В ИК-спектре комплекса 25 в области n(BH) 2500-2200 см-1 наблюдается картина, типичная для ИК-спектров анионных комплексов Ag(I) с В12Н122-: полоса n(BH) при 2488 см-1 и две полосы (BH)МHB трехцентровых (AgНВ) связей, 2123 и 2361 см-1.




Рис. 16. Фрагмент кристаллической структуры
{[Au(Ph3P)2][AgB12H12]}n.
По данным РСА в составе комплекса 26 (рис. 17) присутствует кластер [Au9(Ph3P)8]3+, находящийся в катионной части (рис. 17, вверху); в качестве противоиона (рис. 17, внизу) выступает димерный трианион В24Н233-, имеющий центросимметричное строение. Мостик В-Н-В' линейный, расстояния В-Н и В…В' составляют 1.08 и 2.154 Å соответственно. Cтроение димера в 26 существенно отличается от известного11: в анионе В24Н233- мостик В-Н-В' не линейный, угол В-Н-В' составляет 128.2°, а расстояния В-Н' и В'-Н' длиннее и равны 1.21(3) и 1.23(3) Å, соответственно. В 11B ЯМР спектре комплекса [Au9(Ph3P)8](В24Н23) присутствуют три сигнала при 9.9 (В1, В1'); 15.6 (В2- B11, B2'-B11') и 16.9 (B12, B12') м.д. с соотношением интегральных интенсивностей 1:10:1. В отсутствии широкополосного подавления спин-спинового взаимодействия бор-водород сигналы при 9.9 и 16.9 м.д. расщепляются в дублеты, а сигнал при 15.6 м.д. сильно уширяется. Такой вид спектра позволяет сделать вывод о том, что все атомы бора в комплексе 26 связаны с атомами водорода, при этом в соединении присутствуют две неравноценные вершины. Подобную картину можно объяснить димеризацией аниона B12H122- через водородный мостик (B12H11-H-B12H11)3-.




Рис. 17. Фрагмент структуры комплекса
[Au9(Ph3P)8](В24Н23).
В ИК-спектре 26 наблюдается расщепленная полоса n(BH), смещенная в высокочастотную область с макси-мумами при 2515, 2503 и 2488 см-1. В спектре присутствует полоса около 1875 см-1, соответствующая валентным колебаниям мостиковой В-Н-В’-группы, образующейся между двумя икосаэдрами в результате димеризации аниона B12H12.
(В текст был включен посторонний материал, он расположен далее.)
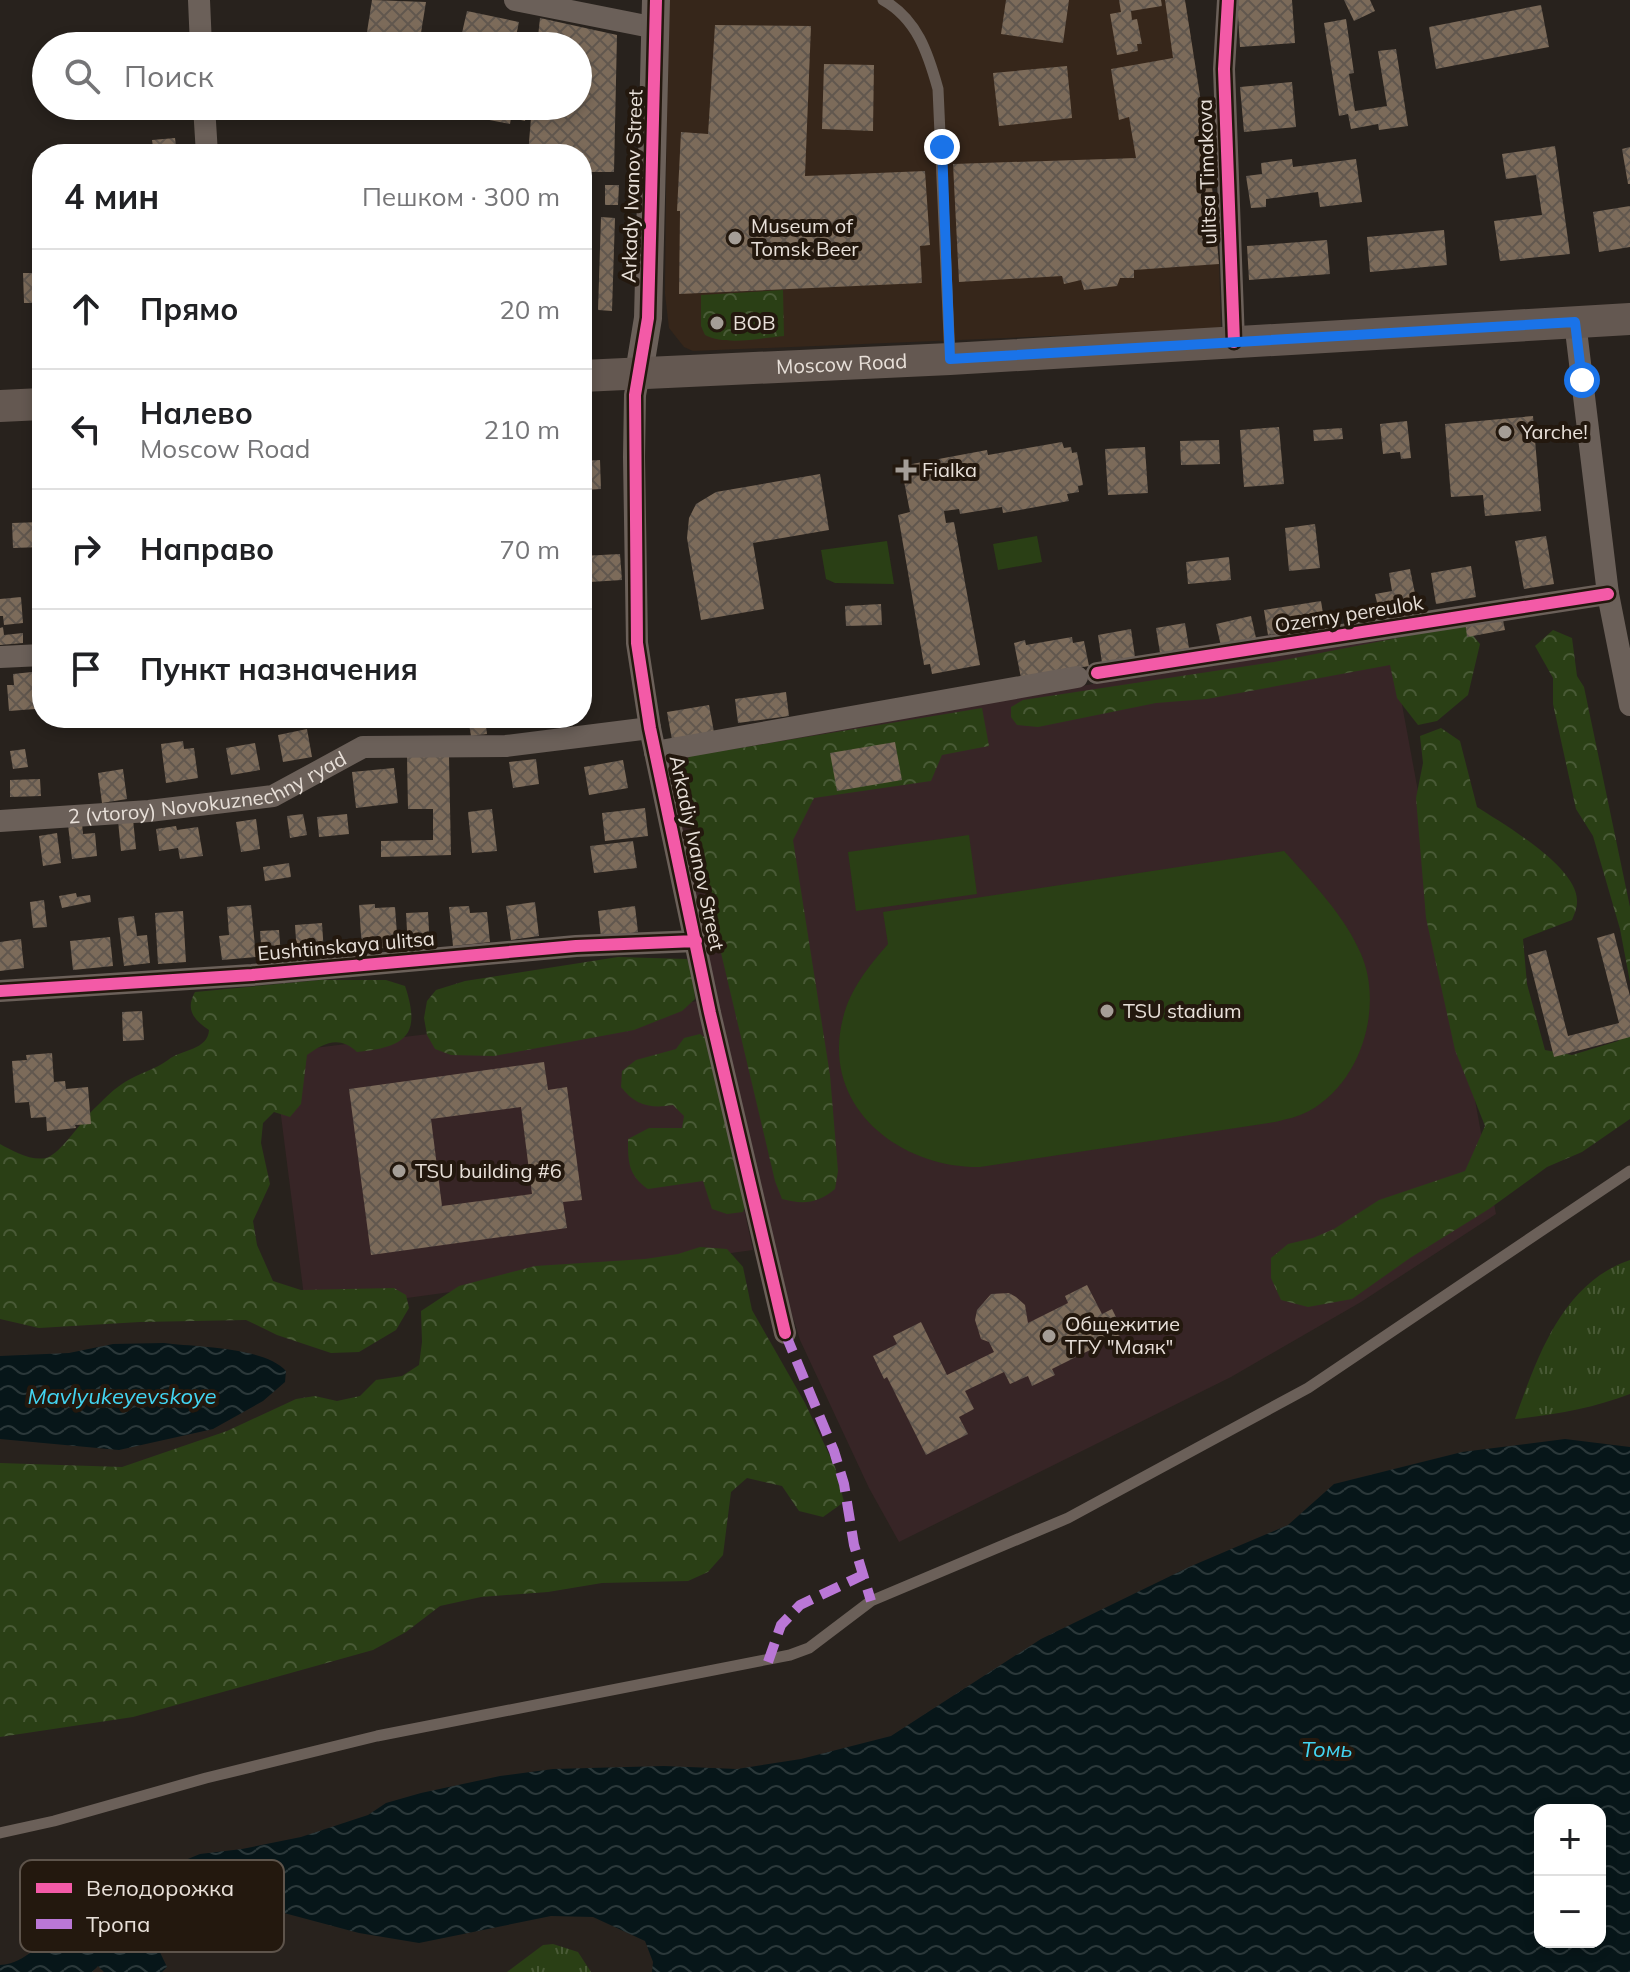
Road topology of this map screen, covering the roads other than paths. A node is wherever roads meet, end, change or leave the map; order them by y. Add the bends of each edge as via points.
1 (199, 0) edge
2 (515, 0) edge
3 (883, 0) edge
4 (1228, 0) edge
5 (656, 14) edge
6 (200, 32) edge
7 (205, 120) edge
8 (206, 144) edge
9 (1630, 319) edge
10 (1575, 322) junction
11 (1234, 342) junction
12 (950, 359) junction
13 (639, 373) junction
14 (592, 375) edge
15 (32, 404) edge
16 (0, 406) edge
17 (1608, 594) junction
18 (32, 655) edge
19 (0, 657) edge
20 (1630, 705) edge
21 (650, 728) junction
22 (655, 752) junction
23 (0, 821) edge
24 (696, 941) junction
25 (0, 991) edge
26 (1630, 1171) edge
27 (785, 1333) dead end
28 (0, 1833) edge

1 - 6 street
2 - 5 street
3 - 12 lane via 913,25 938,89
4 - 11 street, ulitsa Timakova via 1224,69
5 - 13 street, Arkady Ivanov Street via 648,318
7 - 8 street
9 - 10 main road, Moscow Road
10 - 11 main road, Moscow Road
10 - 17 street
11 - 12 main road, Moscow Road
12 - 13 main road, Moscow Road
13 - 14 main road, Moscow Road
13 - 21 street, Arkadiy Ivanov Street via 634,457 637,643
15 - 16 main road
17 - 20 street
17 - 22 street, Ozerny pereulok via 1087,675
18 - 19 street
21 - 22 street, Arkadiy Ivanov Street
21 - 23 street, 2 (vtoroy) Novokuznechny ryad via 506,746 363,747 273,796
22 - 24 street, Arkadiy Ivanov Street
24 - 25 street, Eushtinskaya ulitsa
24 - 27 street, Arkadiy Ivanov Street
26 - 28 lane via 1308,1388 1068,1518 871,1601 809,1648 755,1664 377,1736

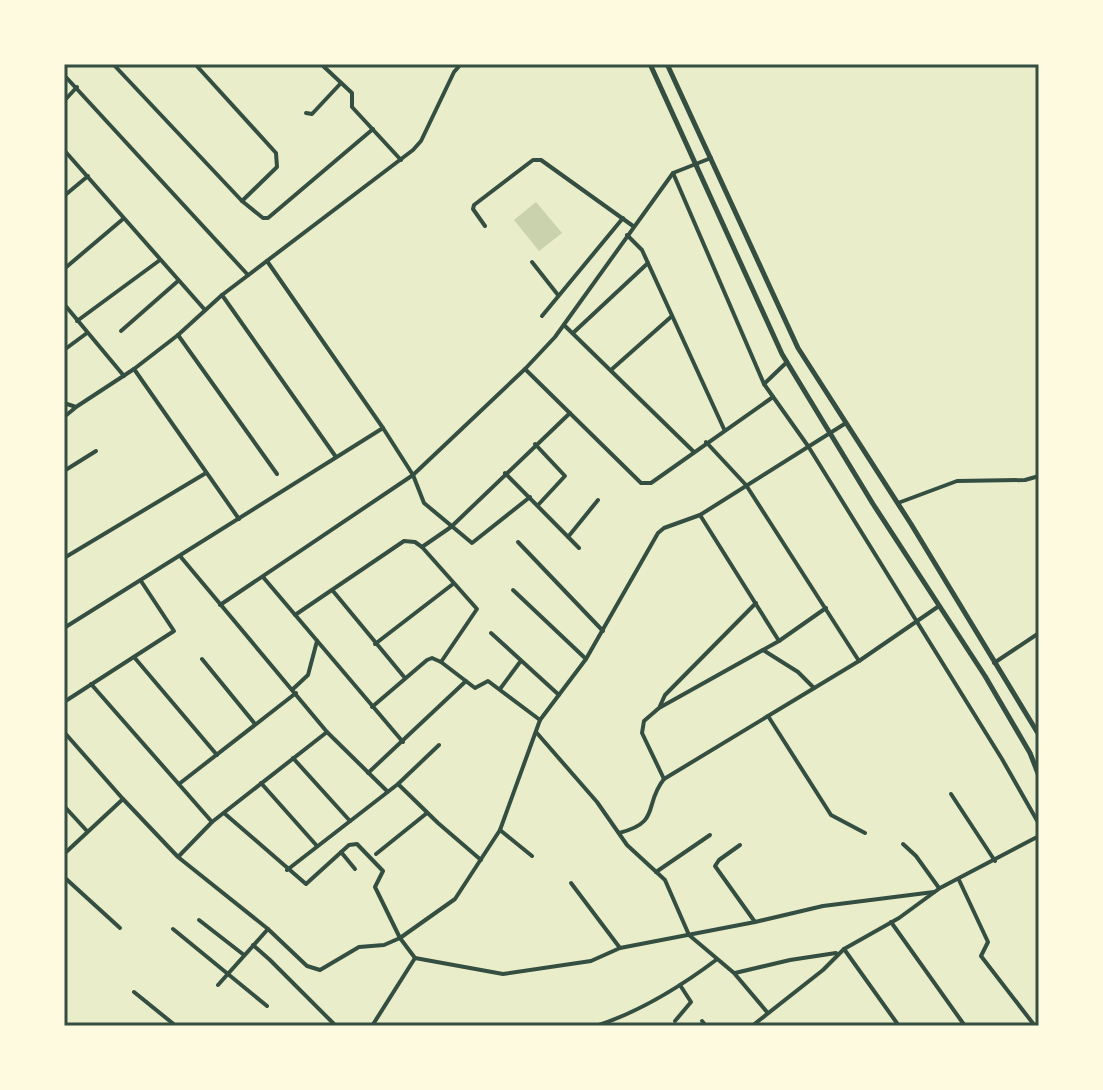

Обобщая результаты исследования, рассмотренные в главе III, следует отметить, что введение конкурентно-способного органического лиганда в систему «металл/BnHn2-» приводит к значительному уменьшению дентатности кластерных анионов бора и образованию преимущественно дискретных комплексов. Именно синтез дискретных комплексов общей формулы [M2(Ph3P)4B10H10] (M = Cu(I), Ag(I)) позволил говорить об изомерии координационных соединений металлов с бороводородными анионами, связанной с взаимным расположением металла-комплексообразователя относительно объемного полиэдрического аниона.

Кроме того, на примере металлов IБ-группы в системе «M(I)/BnHn2-/Ph3P» удалось проследить влияние металла-комплексообразователя на состав и строение образующихся комплексов. Впервые синтезированы и охарактеризованы координационные соединения Au с кластерными анионами бора BnHn2-. Такое разнообразие в строении представленных комплексов обусловлено особенностями строения и различной реакционной способностью самих ацидолигандов – кластерных анионов бора.